MATERIAL FOR THE TASK =>
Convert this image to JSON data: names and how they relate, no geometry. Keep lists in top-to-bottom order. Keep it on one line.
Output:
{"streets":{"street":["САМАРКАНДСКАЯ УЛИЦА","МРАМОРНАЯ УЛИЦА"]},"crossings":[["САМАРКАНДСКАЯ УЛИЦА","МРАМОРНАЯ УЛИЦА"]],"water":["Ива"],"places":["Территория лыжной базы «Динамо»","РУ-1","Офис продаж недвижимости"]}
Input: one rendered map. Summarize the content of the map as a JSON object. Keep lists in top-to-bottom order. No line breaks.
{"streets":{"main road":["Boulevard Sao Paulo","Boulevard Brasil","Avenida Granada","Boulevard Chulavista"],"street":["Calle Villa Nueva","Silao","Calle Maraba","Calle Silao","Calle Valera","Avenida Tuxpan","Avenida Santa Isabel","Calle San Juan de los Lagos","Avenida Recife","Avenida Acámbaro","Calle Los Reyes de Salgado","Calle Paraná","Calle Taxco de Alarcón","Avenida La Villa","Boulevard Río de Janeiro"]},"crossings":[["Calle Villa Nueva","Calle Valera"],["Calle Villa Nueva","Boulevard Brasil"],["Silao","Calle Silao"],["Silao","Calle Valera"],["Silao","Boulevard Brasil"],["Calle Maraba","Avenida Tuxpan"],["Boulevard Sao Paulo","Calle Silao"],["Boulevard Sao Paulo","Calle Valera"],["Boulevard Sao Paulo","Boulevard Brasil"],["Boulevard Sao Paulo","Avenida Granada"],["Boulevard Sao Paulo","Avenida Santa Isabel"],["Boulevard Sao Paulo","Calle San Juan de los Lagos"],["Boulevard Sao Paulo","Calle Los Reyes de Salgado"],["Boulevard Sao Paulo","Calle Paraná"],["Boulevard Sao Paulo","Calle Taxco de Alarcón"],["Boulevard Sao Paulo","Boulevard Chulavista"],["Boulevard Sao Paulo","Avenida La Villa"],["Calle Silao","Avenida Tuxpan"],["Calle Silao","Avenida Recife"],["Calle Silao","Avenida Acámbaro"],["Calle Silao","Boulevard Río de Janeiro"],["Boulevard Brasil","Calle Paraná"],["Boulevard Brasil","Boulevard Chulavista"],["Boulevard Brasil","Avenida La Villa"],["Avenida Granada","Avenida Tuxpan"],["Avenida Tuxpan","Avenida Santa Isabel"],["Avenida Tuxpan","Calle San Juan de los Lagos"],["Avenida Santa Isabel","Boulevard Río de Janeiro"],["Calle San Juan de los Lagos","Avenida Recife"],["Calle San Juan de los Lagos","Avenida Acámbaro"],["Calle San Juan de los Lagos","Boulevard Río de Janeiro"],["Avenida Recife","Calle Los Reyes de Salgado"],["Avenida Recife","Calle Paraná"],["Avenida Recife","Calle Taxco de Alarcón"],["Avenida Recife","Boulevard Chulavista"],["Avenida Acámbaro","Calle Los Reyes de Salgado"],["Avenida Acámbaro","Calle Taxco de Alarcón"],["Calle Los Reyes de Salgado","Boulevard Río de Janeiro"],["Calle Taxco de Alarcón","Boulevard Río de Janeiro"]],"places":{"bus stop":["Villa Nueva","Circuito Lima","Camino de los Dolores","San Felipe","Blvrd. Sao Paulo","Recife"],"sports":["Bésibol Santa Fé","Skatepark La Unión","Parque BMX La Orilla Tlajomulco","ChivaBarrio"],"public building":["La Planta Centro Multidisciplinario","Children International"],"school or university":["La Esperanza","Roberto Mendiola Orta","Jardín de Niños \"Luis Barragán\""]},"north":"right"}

PROMPT =>
State the number of lines above that contain "Keep". Write nothing besides it.

RESPONSE =>
2